Figure 5. Epidemic spread on
May 20th, 2011. Note that people have already started to seek
medical attention.
Further
we imported our filtered dataset into a MySQL database and calculated term
frequencies (TF) and term frequencies-inverse document frequencies (TF-IDF) for
the terms appearing in the dataset. For the purpose of calculation of TF and
TF-IDF, we considered all blogs generated in a day to be a single document
which created a document corpus containing 21 documents, one for each day. We
created a web interface using Ruby on Rails, jQuery
and JavaScript to visualize the top terms in the dataset as a time cloud with
the hope of observing some trends in illness over time (Figure 6).

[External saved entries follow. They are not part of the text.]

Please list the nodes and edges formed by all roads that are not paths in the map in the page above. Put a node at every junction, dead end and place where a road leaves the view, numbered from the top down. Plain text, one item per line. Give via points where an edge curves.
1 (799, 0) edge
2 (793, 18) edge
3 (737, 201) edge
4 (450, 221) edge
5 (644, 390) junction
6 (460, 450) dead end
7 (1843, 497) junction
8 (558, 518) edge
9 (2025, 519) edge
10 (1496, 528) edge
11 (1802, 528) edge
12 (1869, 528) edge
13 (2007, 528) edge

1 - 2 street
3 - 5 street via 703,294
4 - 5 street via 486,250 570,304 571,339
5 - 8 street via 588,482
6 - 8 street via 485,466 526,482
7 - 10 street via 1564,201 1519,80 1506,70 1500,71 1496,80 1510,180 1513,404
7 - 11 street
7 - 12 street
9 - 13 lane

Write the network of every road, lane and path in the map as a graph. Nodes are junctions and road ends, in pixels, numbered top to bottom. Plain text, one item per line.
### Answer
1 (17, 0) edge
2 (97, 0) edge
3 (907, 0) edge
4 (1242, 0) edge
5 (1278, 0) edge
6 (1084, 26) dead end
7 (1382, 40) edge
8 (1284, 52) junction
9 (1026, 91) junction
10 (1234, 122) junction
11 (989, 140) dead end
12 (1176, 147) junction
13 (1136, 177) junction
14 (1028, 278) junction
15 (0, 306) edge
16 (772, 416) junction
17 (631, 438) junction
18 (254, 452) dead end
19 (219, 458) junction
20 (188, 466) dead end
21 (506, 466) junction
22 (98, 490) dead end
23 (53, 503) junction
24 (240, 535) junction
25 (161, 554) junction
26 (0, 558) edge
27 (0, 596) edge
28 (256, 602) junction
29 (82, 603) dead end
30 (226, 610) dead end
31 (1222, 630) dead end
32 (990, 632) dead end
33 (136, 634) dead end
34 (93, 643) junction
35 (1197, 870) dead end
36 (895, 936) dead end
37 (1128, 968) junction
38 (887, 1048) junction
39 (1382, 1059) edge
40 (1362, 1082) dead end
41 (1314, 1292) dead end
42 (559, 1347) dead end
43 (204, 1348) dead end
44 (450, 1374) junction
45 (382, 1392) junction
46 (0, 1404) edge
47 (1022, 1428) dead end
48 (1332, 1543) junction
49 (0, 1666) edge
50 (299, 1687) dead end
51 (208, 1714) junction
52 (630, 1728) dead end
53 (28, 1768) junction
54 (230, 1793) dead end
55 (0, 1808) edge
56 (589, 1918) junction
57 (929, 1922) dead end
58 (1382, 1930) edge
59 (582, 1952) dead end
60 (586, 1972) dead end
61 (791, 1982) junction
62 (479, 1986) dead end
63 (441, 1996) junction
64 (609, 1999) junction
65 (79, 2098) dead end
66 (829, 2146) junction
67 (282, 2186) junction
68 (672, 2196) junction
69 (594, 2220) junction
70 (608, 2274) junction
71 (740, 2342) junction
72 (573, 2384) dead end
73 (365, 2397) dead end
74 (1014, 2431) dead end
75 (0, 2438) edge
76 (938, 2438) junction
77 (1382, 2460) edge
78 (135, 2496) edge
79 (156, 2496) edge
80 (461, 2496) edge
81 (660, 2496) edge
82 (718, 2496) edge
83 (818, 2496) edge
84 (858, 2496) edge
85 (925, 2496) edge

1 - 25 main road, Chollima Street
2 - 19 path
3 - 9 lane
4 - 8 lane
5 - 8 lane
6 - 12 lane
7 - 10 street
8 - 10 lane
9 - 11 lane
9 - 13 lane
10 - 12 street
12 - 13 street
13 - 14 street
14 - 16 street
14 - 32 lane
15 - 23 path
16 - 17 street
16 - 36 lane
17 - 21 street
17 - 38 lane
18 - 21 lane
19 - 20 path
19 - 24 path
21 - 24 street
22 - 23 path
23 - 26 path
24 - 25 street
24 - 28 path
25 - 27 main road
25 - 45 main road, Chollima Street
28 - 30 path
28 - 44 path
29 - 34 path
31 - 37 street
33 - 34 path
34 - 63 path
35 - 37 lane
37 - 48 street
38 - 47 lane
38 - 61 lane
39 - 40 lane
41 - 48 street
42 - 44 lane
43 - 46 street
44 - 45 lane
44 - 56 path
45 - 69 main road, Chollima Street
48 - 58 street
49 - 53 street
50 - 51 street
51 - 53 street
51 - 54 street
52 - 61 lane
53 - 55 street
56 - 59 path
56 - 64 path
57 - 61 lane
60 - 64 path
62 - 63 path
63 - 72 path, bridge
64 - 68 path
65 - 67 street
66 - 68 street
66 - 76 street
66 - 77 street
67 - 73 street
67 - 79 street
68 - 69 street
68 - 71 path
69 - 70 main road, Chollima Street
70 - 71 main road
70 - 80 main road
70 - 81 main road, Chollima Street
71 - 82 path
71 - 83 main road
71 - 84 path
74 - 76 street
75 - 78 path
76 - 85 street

Figure 6. TF and TF-IDF time
cloud on filtered dataset for May 18th, 2011.
While
TF was helpful to some extent in observing the severity of the symptoms over
time, TF-IDF was not as it bubbled the not-so common terms upwards. We noticed
that while people complain about body pain, fever and flu on almost daily
basis, coughing as a symptom becomes prominent every other day. Also the
symptoms get worse on May 18th when the frequencies of these terms
become much higher and also the term “worse”, “night” and “wish” appear hinting
at worsening symptoms. Over the next two days the patients also develop
diarrhea. We found this interface was good for observing a trend in symptoms
and it further supported our hypothesis that the illness was being spread due
to coughing from person-to-person.
We
also imported the entire data set into the database and created another web
interface to visualize the movement of an infected individual across the city
over time after he becomes infected (Figure 7). We can either select a user id
to plot a user’s movement after infection across the city or select a date to
see who all were infected on a particular day. Also, an individual can be
located on the map on a specific date after he has been infected. We observed
that most people have been moving across the city once they are infected, thus
infecting more people.
Figure
7.
Plot showing how user 89943 moves across city after getting infected on May
5th, 2011.
Notice that the user
visits various parts of the city over the next 15 days possibly transmitting
the infection.
All
above observations support our hypothesis that the epidemic is spreading from
person-to-person and that it is not contained to a specific region.